## Problem to solve:
The finished copy must match the records exactly, except that it contains no pictures.

(Saved data entries)
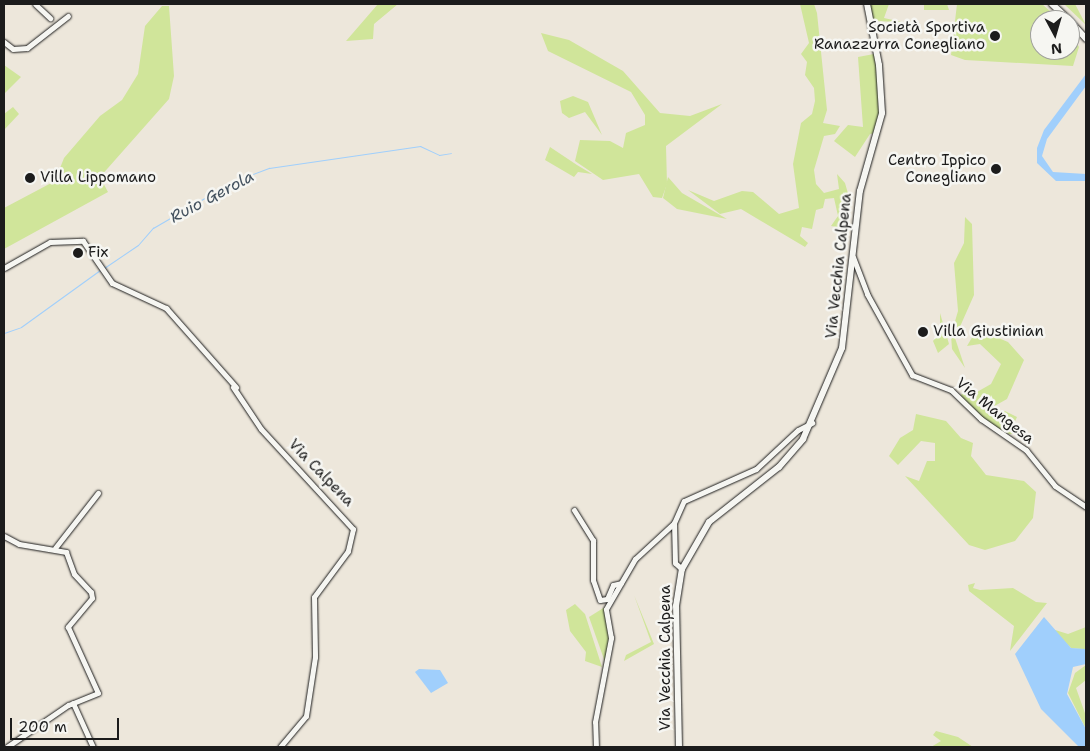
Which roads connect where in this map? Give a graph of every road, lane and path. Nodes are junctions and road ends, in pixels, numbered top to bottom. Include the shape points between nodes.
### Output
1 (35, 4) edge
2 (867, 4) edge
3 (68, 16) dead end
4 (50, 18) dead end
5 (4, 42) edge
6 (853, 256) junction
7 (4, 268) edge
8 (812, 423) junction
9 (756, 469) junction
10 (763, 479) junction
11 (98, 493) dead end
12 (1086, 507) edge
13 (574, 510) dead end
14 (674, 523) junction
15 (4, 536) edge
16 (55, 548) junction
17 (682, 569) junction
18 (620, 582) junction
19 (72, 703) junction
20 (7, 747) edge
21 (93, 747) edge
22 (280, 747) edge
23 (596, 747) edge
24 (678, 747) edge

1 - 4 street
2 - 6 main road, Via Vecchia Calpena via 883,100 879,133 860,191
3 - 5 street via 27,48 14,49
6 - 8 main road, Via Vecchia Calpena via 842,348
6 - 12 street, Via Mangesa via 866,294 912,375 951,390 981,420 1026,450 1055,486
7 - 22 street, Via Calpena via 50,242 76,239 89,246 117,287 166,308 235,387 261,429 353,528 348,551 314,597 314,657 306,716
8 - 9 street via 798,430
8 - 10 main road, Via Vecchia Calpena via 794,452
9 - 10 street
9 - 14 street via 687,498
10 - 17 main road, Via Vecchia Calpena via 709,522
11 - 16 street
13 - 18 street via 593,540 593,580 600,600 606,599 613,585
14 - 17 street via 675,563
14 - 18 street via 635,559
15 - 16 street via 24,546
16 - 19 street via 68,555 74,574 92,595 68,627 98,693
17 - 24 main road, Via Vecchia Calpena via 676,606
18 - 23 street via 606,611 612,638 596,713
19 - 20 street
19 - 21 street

## Your solution:
Which roads connect where in this map? Give a graph of every road, lane and path. Nodes are junctions and road ends, in pixels, numbered top to bottom. Include the shape points between nodes.
### Output
1 (35, 4) edge
2 (867, 4) edge
3 (68, 16) dead end
4 (50, 18) dead end
5 (4, 42) edge
6 (853, 256) junction
7 (4, 268) edge
8 (812, 423) junction
9 (756, 469) junction
10 (763, 479) junction
11 (98, 493) dead end
12 (1086, 507) edge
13 (574, 510) dead end
14 (674, 523) junction
15 (4, 536) edge
16 (55, 548) junction
17 (682, 569) junction
18 (620, 582) junction
19 (72, 703) junction
20 (7, 747) edge
21 (93, 747) edge
22 (280, 747) edge
23 (596, 747) edge
24 (678, 747) edge

1 - 4 street
2 - 6 main road, Via Vecchia Calpena via 883,100 879,133 860,191
3 - 5 street via 27,48 14,49
6 - 8 main road, Via Vecchia Calpena via 842,348
6 - 12 street, Via Mangesa via 866,294 912,375 951,390 981,420 1026,450 1055,486
7 - 22 street, Via Calpena via 50,242 76,239 89,246 117,287 166,308 235,387 261,429 353,528 348,551 314,597 314,657 306,716
8 - 9 street via 798,430
8 - 10 main road, Via Vecchia Calpena via 794,452
9 - 10 street
9 - 14 street via 687,498
10 - 17 main road, Via Vecchia Calpena via 709,522
11 - 16 street
13 - 18 street via 593,540 593,580 600,600 606,599 613,585
14 - 17 street via 675,563
14 - 18 street via 635,559
15 - 16 street via 24,546
16 - 19 street via 68,555 74,574 92,595 68,627 98,693
17 - 24 main road, Via Vecchia Calpena via 676,606
18 - 23 street via 606,611 612,638 596,713
19 - 20 street
19 - 21 street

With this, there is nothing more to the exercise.